» Required work
Return verbatim every line from the first line of the data below to the line that contains "Which roads connect where in this picture?", inclusive, and no further.

» Materials provided
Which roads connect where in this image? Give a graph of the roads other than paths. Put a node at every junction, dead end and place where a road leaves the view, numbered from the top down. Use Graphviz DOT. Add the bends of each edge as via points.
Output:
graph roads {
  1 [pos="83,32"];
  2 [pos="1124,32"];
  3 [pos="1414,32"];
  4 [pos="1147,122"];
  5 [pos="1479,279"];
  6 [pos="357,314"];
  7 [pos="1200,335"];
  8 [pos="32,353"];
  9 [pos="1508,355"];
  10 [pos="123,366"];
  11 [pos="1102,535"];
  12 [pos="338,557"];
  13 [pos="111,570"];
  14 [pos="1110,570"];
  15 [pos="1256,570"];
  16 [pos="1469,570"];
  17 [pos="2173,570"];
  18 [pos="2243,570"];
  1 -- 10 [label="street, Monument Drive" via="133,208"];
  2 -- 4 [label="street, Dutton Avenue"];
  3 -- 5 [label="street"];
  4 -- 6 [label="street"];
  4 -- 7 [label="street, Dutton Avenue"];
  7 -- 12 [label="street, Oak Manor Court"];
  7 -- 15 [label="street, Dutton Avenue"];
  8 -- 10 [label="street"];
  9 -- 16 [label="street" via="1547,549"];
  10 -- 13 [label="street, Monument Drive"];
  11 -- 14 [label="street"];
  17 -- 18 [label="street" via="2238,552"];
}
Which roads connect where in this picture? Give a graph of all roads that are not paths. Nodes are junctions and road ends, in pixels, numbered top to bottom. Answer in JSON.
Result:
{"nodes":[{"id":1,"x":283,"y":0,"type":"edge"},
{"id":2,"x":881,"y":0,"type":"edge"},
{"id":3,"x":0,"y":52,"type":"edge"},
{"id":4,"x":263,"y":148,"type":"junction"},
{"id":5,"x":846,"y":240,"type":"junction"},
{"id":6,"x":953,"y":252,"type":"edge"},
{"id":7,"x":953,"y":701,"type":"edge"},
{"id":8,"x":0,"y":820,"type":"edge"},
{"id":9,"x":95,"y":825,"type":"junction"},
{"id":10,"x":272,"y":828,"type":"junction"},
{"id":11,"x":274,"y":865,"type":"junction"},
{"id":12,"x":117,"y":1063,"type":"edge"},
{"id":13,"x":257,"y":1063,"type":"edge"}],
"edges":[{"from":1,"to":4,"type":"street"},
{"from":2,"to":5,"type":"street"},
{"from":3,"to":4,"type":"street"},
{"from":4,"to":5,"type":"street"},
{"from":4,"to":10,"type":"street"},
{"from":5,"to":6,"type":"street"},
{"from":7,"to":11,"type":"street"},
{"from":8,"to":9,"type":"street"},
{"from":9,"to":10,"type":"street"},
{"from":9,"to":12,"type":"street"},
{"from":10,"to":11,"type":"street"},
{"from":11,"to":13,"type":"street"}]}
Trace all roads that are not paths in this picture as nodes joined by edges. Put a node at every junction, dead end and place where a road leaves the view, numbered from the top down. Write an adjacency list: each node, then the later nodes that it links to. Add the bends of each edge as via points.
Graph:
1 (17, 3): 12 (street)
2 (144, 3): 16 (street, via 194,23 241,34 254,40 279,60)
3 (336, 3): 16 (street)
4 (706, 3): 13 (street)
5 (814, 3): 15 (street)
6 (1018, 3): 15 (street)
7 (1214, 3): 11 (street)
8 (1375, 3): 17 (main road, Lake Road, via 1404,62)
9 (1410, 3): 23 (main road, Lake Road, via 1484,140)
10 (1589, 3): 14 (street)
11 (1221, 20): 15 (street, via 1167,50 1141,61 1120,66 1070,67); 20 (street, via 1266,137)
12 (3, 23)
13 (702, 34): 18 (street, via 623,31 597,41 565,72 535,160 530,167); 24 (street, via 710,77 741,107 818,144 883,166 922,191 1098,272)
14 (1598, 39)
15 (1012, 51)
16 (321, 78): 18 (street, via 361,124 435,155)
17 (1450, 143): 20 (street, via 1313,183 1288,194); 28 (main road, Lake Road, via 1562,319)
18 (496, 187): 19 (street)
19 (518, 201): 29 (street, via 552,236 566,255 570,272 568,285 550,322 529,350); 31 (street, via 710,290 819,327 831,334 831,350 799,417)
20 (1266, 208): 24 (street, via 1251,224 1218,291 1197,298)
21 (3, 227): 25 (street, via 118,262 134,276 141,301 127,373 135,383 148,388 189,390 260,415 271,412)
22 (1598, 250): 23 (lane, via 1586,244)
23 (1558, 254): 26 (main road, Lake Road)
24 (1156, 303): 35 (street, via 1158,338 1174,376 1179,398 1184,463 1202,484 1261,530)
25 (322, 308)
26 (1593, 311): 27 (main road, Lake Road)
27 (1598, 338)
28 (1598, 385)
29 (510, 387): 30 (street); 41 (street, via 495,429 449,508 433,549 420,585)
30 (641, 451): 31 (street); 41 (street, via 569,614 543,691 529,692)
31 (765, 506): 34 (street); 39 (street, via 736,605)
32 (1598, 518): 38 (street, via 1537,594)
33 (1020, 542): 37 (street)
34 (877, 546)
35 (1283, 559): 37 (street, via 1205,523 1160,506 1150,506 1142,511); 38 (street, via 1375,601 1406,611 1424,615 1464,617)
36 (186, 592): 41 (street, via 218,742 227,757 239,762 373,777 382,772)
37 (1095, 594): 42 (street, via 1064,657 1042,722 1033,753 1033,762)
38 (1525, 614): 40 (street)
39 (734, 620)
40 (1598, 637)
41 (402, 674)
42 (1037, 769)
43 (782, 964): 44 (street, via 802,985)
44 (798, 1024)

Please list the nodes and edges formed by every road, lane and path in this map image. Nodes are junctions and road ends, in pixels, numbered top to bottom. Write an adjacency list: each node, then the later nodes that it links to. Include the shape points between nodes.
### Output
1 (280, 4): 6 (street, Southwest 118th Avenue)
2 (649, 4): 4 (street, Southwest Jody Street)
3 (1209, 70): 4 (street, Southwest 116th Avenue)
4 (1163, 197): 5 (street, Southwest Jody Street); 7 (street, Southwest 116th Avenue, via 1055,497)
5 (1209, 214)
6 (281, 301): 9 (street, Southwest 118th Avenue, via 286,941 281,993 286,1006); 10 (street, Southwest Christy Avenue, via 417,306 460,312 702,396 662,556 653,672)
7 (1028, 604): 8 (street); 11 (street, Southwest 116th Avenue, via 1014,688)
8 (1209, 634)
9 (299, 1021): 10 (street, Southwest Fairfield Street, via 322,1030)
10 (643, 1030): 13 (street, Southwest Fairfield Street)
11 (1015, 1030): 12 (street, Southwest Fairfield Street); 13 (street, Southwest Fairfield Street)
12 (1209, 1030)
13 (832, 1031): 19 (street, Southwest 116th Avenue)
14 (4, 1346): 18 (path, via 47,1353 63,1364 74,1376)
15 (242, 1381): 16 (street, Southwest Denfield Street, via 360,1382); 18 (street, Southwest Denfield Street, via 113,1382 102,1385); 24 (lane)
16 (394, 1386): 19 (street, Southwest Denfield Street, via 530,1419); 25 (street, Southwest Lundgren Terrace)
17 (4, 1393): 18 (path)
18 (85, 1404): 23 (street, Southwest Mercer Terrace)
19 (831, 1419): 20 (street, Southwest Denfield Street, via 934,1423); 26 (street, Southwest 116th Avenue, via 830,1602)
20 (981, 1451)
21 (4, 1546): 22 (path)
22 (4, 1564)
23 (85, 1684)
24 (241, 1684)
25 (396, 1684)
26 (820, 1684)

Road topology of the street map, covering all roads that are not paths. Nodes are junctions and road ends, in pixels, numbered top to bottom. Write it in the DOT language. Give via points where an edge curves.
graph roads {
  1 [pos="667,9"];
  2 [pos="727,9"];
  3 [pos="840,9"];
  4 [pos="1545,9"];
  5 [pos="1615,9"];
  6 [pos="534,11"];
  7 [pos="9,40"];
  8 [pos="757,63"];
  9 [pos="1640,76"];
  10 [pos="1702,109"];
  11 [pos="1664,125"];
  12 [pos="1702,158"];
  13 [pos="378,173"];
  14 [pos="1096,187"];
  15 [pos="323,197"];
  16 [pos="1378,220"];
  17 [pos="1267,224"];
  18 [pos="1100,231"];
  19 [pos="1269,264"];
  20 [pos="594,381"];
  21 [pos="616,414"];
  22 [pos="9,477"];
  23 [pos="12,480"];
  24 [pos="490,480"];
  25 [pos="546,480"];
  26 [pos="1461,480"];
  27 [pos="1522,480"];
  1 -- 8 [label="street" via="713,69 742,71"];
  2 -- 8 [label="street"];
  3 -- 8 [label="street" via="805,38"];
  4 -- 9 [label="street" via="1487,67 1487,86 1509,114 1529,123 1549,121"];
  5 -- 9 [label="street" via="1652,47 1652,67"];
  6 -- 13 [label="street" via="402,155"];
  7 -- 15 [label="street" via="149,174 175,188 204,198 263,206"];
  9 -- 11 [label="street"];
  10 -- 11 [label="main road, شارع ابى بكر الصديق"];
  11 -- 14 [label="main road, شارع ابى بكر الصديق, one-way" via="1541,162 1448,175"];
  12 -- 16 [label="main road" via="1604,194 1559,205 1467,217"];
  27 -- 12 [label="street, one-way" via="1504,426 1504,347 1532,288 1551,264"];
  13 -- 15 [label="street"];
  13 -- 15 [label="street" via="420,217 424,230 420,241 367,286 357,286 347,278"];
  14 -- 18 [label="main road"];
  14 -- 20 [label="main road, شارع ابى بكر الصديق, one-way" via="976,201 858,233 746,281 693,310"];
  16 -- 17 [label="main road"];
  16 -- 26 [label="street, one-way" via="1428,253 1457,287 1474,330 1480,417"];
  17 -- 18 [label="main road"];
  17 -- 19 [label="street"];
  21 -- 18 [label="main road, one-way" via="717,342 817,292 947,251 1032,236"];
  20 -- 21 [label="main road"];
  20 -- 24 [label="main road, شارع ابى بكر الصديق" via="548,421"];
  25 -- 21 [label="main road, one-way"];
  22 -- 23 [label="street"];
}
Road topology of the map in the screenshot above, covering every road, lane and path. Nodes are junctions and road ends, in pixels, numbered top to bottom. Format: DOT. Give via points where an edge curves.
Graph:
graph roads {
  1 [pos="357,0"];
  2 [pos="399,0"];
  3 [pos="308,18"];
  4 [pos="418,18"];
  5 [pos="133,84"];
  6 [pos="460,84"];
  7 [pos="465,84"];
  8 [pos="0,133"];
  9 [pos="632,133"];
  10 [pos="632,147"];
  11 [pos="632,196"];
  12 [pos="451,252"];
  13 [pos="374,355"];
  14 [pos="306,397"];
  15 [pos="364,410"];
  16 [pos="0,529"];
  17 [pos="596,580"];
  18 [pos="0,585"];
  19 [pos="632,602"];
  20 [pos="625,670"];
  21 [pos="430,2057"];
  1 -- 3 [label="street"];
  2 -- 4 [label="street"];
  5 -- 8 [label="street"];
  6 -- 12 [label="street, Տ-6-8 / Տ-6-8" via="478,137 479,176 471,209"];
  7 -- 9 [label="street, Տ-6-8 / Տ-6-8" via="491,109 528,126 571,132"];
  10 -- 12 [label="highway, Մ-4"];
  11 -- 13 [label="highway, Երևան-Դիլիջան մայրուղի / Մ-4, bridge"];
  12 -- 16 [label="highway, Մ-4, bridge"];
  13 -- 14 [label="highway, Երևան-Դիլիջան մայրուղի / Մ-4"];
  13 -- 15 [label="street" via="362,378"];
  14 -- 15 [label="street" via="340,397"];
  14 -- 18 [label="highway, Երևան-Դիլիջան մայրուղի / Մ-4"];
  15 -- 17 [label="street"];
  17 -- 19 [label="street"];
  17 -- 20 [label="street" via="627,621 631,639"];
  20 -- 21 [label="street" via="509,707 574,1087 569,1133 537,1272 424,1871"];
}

» Exercise result
Which roads connect where in this image? Give a graph of the roads other than paths. Put a node at every junction, dead end and place where a road leaves the view, numbered from the top down. Use Graphviz DOT. Add the bends of each edge as via points.
Output:
graph roads {
  1 [pos="83,32"];
  2 [pos="1124,32"];
  3 [pos="1414,32"];
  4 [pos="1147,122"];
  5 [pos="1479,279"];
  6 [pos="357,314"];
  7 [pos="1200,335"];
  8 [pos="32,353"];
  9 [pos="1508,355"];
  10 [pos="123,366"];
  11 [pos="1102,535"];
  12 [pos="338,557"];
  13 [pos="111,570"];
  14 [pos="1110,570"];
  15 [pos="1256,570"];
  16 [pos="1469,570"];
  17 [pos="2173,570"];
  18 [pos="2243,570"];
  1 -- 10 [label="street, Monument Drive" via="133,208"];
  2 -- 4 [label="street, Dutton Avenue"];
  3 -- 5 [label="street"];
  4 -- 6 [label="street"];
  4 -- 7 [label="street, Dutton Avenue"];
  7 -- 12 [label="street, Oak Manor Court"];
  7 -- 15 [label="street, Dutton Avenue"];
  8 -- 10 [label="street"];
  9 -- 16 [label="street" via="1547,549"];
  10 -- 13 [label="street, Monument Drive"];
  11 -- 14 [label="street"];
  17 -- 18 [label="street" via="2238,552"];
}
Which roads connect where in this picture? Give a graph of all roads that are not paths. Nodes are junctions and road ends, in pixels, numbered top to bottom. Answer in JSON.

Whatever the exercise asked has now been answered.